Methods: A total of 3.5 million questionnaires were sent out to members of AARP, with the final cohort comprising 380,296 subjects. Participants completed a 124-item food frequency questionnaire (FFQ) that was validated against two 24-hour recalls. Information about physical activity, hormone therapy, smoking, and demographics were also collected at baseline. Median, 25th, and 75th percentile of food group and micronutrient intakes were also determined at baseline. Conformity with the Mediterranean dietary pattern was assessed using the traditional Mediterranean diet score (tMed), which does include measures of dairy and total meat product intakes, but does not distinguish between total grains and whole grains, and the alternate Mediterranean diet score (aMed), which separates fruits and nuts into 2 groups, eliminates dairy, includes only whole grains, and only red and processed meat; follow-up was completed in 2005. Over the course of follow-up, a totals of 27,799 deaths were documented (vital status was corroborated using the Social Security Administration Death Master File.)

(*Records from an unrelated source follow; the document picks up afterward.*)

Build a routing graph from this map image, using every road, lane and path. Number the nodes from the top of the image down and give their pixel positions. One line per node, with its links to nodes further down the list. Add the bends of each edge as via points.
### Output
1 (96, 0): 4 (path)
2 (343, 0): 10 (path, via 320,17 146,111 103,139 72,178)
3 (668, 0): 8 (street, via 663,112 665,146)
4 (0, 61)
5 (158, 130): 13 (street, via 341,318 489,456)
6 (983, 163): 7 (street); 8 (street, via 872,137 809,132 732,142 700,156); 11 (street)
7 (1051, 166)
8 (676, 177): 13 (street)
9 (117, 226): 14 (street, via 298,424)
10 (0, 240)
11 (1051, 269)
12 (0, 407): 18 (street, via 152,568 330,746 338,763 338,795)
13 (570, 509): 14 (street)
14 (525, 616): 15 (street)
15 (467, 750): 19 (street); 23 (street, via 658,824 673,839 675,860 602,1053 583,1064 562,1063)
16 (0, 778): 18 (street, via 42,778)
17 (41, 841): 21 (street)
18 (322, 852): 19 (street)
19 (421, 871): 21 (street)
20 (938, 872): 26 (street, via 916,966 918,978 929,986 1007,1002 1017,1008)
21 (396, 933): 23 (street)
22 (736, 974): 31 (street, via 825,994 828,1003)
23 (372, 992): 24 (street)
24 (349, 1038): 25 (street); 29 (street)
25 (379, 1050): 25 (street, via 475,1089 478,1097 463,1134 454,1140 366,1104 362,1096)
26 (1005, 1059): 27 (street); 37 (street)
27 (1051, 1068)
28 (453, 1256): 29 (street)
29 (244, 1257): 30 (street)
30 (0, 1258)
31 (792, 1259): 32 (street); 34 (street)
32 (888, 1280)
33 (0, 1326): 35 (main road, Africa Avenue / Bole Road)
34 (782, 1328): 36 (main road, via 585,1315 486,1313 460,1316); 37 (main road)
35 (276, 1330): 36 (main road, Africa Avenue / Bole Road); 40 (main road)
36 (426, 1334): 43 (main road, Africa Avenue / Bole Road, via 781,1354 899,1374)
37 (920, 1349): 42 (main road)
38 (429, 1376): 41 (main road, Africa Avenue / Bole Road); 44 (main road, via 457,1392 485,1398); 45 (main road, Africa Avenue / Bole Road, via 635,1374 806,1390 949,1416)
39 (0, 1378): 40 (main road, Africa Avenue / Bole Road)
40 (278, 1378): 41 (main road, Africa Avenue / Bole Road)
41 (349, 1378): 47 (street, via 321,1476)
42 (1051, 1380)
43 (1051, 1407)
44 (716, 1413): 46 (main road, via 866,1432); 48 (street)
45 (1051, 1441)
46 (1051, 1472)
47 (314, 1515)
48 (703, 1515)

Results: Conformity with the Mediterranean diet in men was highest among those who were non-obese, physically active, married, currently not smoking, and who had a higher level of education. The same pattern held true for women, with the exception of marital status (higher conformity was also tied to current use of hormone therapy). Alcohol and total energy intakes were higher in men. Higher conformity with the Mediterranean dietary pattern was associated with a statistically significant decrease in all-cause mortality, including death due to cardiovascular disease or stroke, for both men and women. When smokers were excluded from analyses, the associations between aMed and all-cause mortality remained significant. Subgroup analysis revealed a strong inverse relationship between all-cause mortality and adherence to a Mediterranean dietary pattern amongst smokers with a body mass index of 18.5-25.0; however, smoking was associated with decreased conformity to the diet.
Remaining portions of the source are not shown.